TEHRAN, Young Journalists Club (YJC) - “I have been soft on China because the only thing more important to me than trade is war,” Trump said in an interview with The New York Times.
Earlier on Thursday, Trump said on Twitter that China has been “caught” allowing oil into North Korea and claimed such moves would prevent “a friendly solution” to the crisis over Pyongyang’s nuclear program, Reuters reported.
“Caught RED HANDED - very disappointed that China is allowing oil to go into North Korea. There will never be a friendly solution to the North Korea problem if this continues to happen!” Trump wrote.
In The New York Times interview, Trump explicitly tied his administration’s trade policy with China to the country’s perceived cooperation in resolving the North Korea nuclear crisis.
“When I campaigned, I was very tough on China in terms of trade. They made — last year, we had a trade deficit with China of $350 billion, minimum. That doesn’t include the theft of intellectual property, O.K., which is another $300 billion,” Trump said, according to a transcript of the interview, Reuters said.
“If they’re helping me with North Korea, I can look at trade a little bit differently, at least for a period of time. And that’s what I’ve been doing. But when oil is going in, I‘m not happy about that.”
China earlier on Thursday said there had been no U.N. sanction-breaking oil sales by Chinese ships to North Korea after a South Korean newspaper said Chinese and North Korean vessels had been illicitly linking up at sea to get oil to North Korea.

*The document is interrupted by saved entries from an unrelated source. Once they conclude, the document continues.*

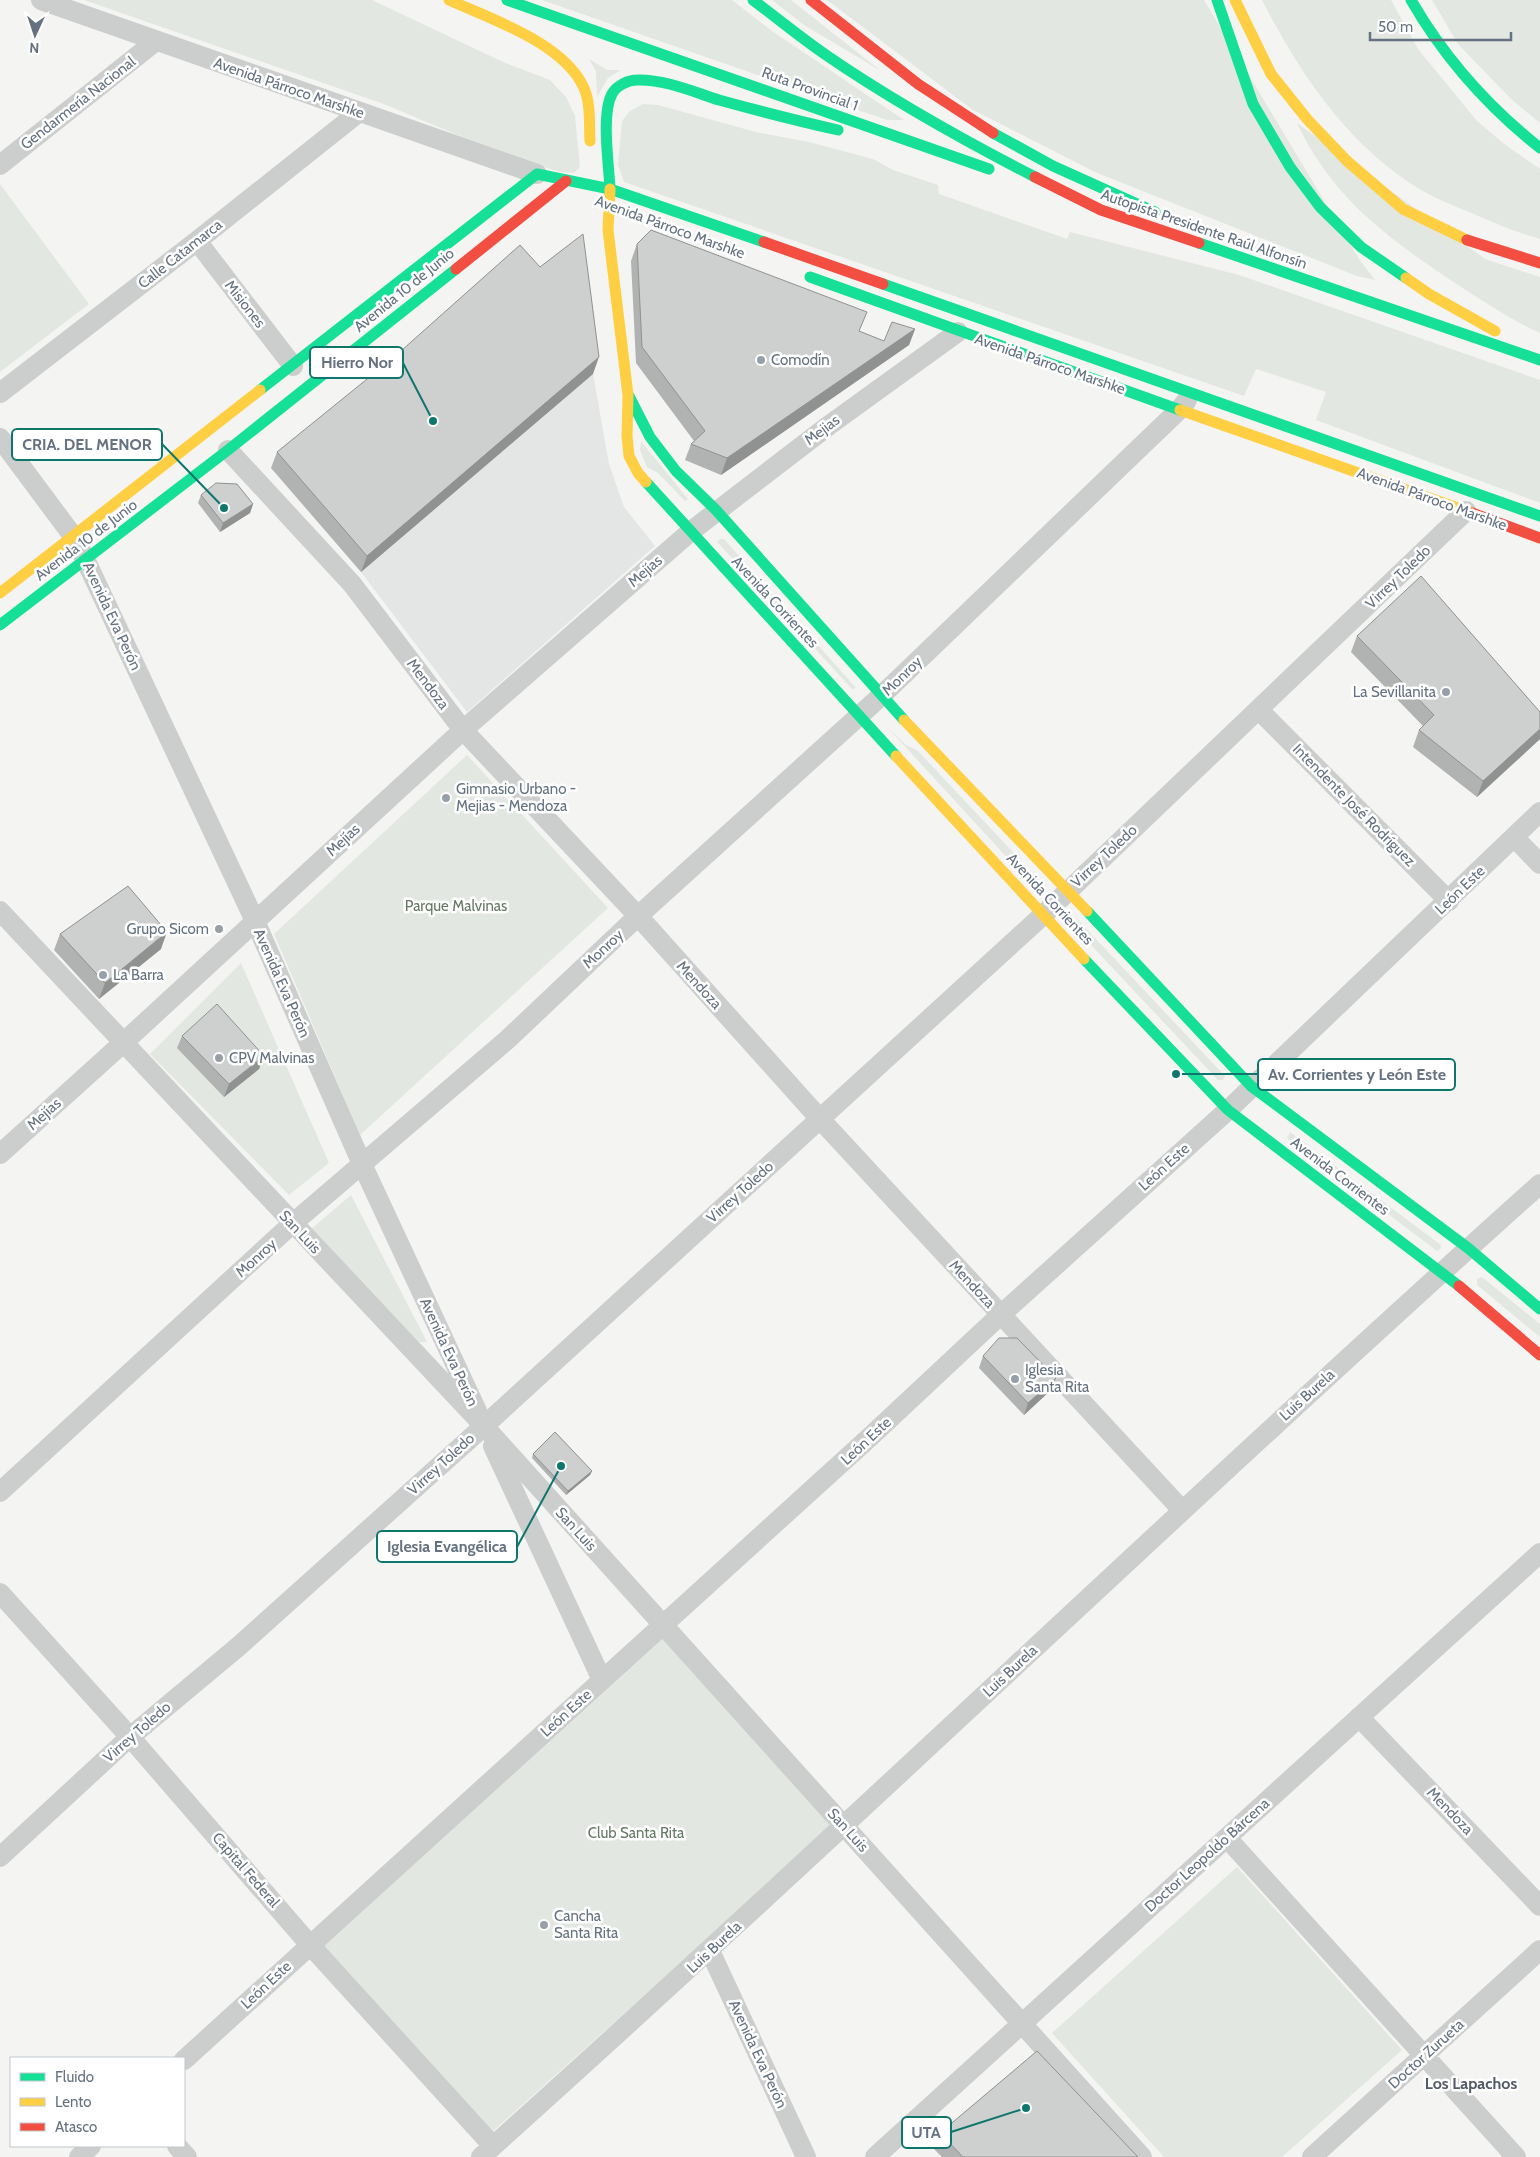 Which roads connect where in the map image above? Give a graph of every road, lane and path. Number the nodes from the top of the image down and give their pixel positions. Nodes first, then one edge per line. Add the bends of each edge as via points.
1 (41, 0) edge
2 (449, 0) edge
3 (507, 0) edge
4 (753, 0) edge
5 (811, 0) edge
6 (1216, 0) edge
7 (1235, 0) edge
8 (1411, 0) edge
9 (156, 41) junction
10 (358, 113) junction
11 (899, 137) junction
12 (1540, 148) edge
13 (590, 149) dead end
14 (0, 165) edge
15 (537, 174) junction
16 (566, 181) junction
17 (610, 189) junction
18 (598, 197) junction
19 (1101, 210) junction
20 (1167, 217) dead end
21 (1199, 230) dead end
22 (196, 242) junction
23 (1540, 263) edge
24 (798, 273) dead end
25 (1339, 291) junction
26 (958, 332) junction
27 (1540, 354) edge
28 (1540, 360) edge
29 (293, 366) junction
30 (0, 392) edge
31 (1193, 392) junction
32 (628, 394) junction
33 (1180, 409) junction
34 (0, 438) edge
35 (228, 450) junction
36 (716, 510) junction
37 (1466, 511) junction
38 (1540, 516) edge
39 (690, 532) junction
40 (73, 536) junction
41 (1540, 538) edge
42 (85, 559) junction
43 (0, 593) edge
44 (0, 625) edge
45 (881, 696) junction
46 (1259, 710) junction
47 (859, 716) junction
48 (463, 730) junction
49 (1540, 812) edge
50 (1514, 837) junction
51 (1540, 864) edge
52 (1068, 890) junction
53 (1449, 901) junction
54 (0, 911) edge
55 (1043, 914) junction
56 (638, 916) junction
57 (254, 921) junction
58 (123, 1043) junction
59 (1251, 1086) junction
60 (1228, 1110) junction
61 (820, 1120) junction
62 (0, 1154) edge
63 (362, 1164) junction
64 (1540, 1184) edge
65 (292, 1224) junction
66 (1468, 1248) junction
67 (1443, 1272) junction
68 (1540, 1309) edge
69 (1001, 1314) junction
70 (1540, 1355) edge
71 (484, 1426) junction
72 (0, 1492) edge
73 (1182, 1510) junction
74 (1540, 1552) edge
75 (0, 1593) edge
76 (662, 1624) junction
77 (602, 1680) junction
78 (1359, 1717) junction
79 (130, 1737) junction
80 (844, 1826) junction
81 (1226, 1838) junction
82 (0, 1857) edge
83 (1540, 1906) edge
84 (310, 1945) junction
85 (1540, 1950) edge
86 (710, 1951) junction
87 (1022, 2024) junction
88 (1424, 2055) junction
89 (185, 2059) edge
90 (90, 2147) edge
91 (178, 2147) edge
92 (487, 2151) edge
93 (78, 2157) edge
94 (187, 2157) edge
95 (806, 2157) edge
96 (875, 2157) edge
97 (1142, 2157) edge
98 (1312, 2157) edge
99 (1516, 2157) edge

1 - 9 street, Avenida Párroco Marshke
2 - 13 main road via 541,44 565,60 584,87
3 - 11 main road, Ruta Provincial 1
4 - 19 main road, Autopista Presidente Raúl Alfonsín via 826,55 926,119
5 - 20 main road via 924,88 988,130 1054,166
6 - 27 main road via 1253,104 1290,167 1320,207 1361,247 1429,294
7 - 23 main road via 1272,74 1307,119 1347,161 1403,208 1463,239
8 - 12 main road via 1430,34 1467,81 1513,128
9 - 10 street, Avenida Párroco Marshke
9 - 14 street, Gendarmería Nacional
10 - 15 street, Avenida Párroco Marshke
10 - 22 street, Calle Catamarca
11 - 17 main road, Avenida Corrientes via 843,132 779,118 662,83 637,80 620,85 612,93 606,110
11 - 19 main road, Ruta Provincial 1
15 - 16 main road, Avenida Párroco Marshke
15 - 29 main road, Avenida 10 de Junio
16 - 18 main road, Avenida Párroco Marshke
16 - 35 main road, Avenida 10 de Junio
17 - 18 main road, Avenida Párroco Marshke
17 - 18 main road, Avenida Corrientes
17 - 31 main road, Avenida Párroco Marshke
18 - 32 main road, Avenida Corrientes via 608,230
19 - 25 main road, Autopista Presidente Raúl Alfonsín
21 - 25 main road
22 - 29 street, Misiones
22 - 30 street, Calle Catamarca
24 - 26 main road, Avenida Párroco Marshke
25 - 28 main road, Autopista Presidente Raúl Alfonsín
26 - 33 main road, Avenida Párroco Marshke
26 - 36 street, Mejias
29 - 40 main road, Avenida 10 de Junio
31 - 33 street, Monroy
31 - 38 main road, Avenida Párroco Marshke
32 - 36 main road, Avenida Corrientes via 650,437 676,471
32 - 39 main road, Avenida Corrientes via 629,456 638,472
33 - 37 main road, Avenida Párroco Marshke
33 - 45 street, Monroy
34 - 40 street, Avenida Eva Perón
35 - 42 main road, Avenida 10 de Junio
35 - 48 street, Mendoza via 352,584
36 - 39 street, Mejias
36 - 45 main road, Avenida Corrientes
37 - 41 main road, Avenida Párroco Marshke
37 - 46 street, Virrey Toledo
39 - 47 main road, Avenida Corrientes
39 - 48 street, Mejías
40 - 42 street, Avenida Eva Perón
40 - 43 main road, Avenida 10 de Junio
42 - 44 main road, Avenida 10 de Junio
42 - 57 street, Avenida Eva Perón
45 - 47 street, Monroy
45 - 52 main road, Avenida Corrientes
46 - 52 street, Virrey Toledo
46 - 53 street, Intendente José Rodríguez
47 - 55 main road, Avenida Corrientes
47 - 56 street, Monroy
48 - 56 street, Mendoza
48 - 57 street, Mejías
49 - 50 street, León Este
50 - 51 street
50 - 53 street, León Este
52 - 55 street, Virrey Toledo
52 - 59 main road, Avenida Corrientes
53 - 59 street, León Este
54 - 58 street, San Luis
55 - 60 main road, Avenida Corrientes
55 - 61 street, Virrey Toledo
56 - 61 street, Mendoza
56 - 63 street, Monroy via 508,1039
57 - 58 street, Mejías
57 - 63 street, Avenida Eva Perón
58 - 62 street, Mejías
58 - 65 street, San Luis
59 - 60 street, León Este
59 - 66 main road, Avenida Corrientes
60 - 67 main road, Avenida Corrientes
60 - 69 street, León Este
61 - 69 street, Mendoza
61 - 71 street, Virrey Toledo
63 - 65 street, Monroy
63 - 71 street, Avenida Eva Perón
64 - 66 street, Luis Burela
65 - 71 street, San Luis
65 - 72 street, Monroy
66 - 67 street, Luis Burela
66 - 68 main road, Avenida Corrientes
67 - 70 main road, Avenida Corrientes
67 - 73 street, Luis Burela
69 - 73 street, Mendoza
69 - 76 street, León Este
71 - 76 street, San Luis
71 - 77 street, Avenida Eva Perón
71 - 79 street, Virrey Toledo via 239,1646
73 - 80 street, Luis Burela
74 - 78 street, Doctor Leopoldo Bárcena
75 - 79 street, Capital Federal
76 - 77 street, León Este
76 - 80 street, San Luis
77 - 84 street, León Este
78 - 81 street, Doctor Leopoldo Bárcena
78 - 83 street, Mendoza
79 - 82 street, Virrey Toledo
79 - 84 street, Capital Federal
80 - 86 street, Luis Burela
80 - 87 street, San Luis
81 - 87 street, Doctor Leopoldo Bárcena
81 - 88 street
84 - 89 street, León Este
84 - 92 street, Capital Federal
85 - 88 street, Doctor Zurueta
86 - 92 street, Luis Burela
86 - 95 street, Avenida Eva Perón
87 - 96 street, Doctor Leopoldo Bárcena
87 - 97 street, San Luis
88 - 98 street, Doctor Zurueta
88 - 99 street
90 - 93 street
91 - 94 street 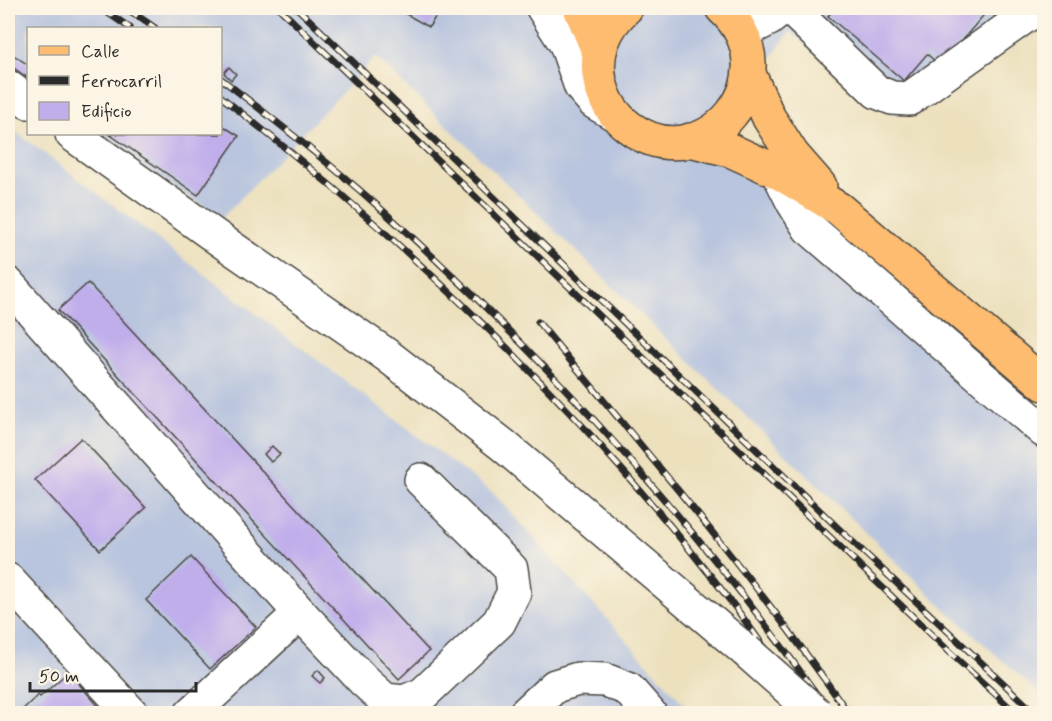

An official of the U.S. State Department said the U.S. government was aware of vessels engaged in such activity involving refined petroleum and coal.
“We have evidence that some of the vessels engaged in these activities are owned by companies in several countries, including China,” the official said, speaking on condition of anonymity.
South Korea’s Chosun Ilbo newspaper this week quoted South Korean government sources as saying that U.S. spy satellites had detected Chinese ships transferring oil to North Korean vessels around 30 times since October.
U.S. officials have not confirmed details of this report.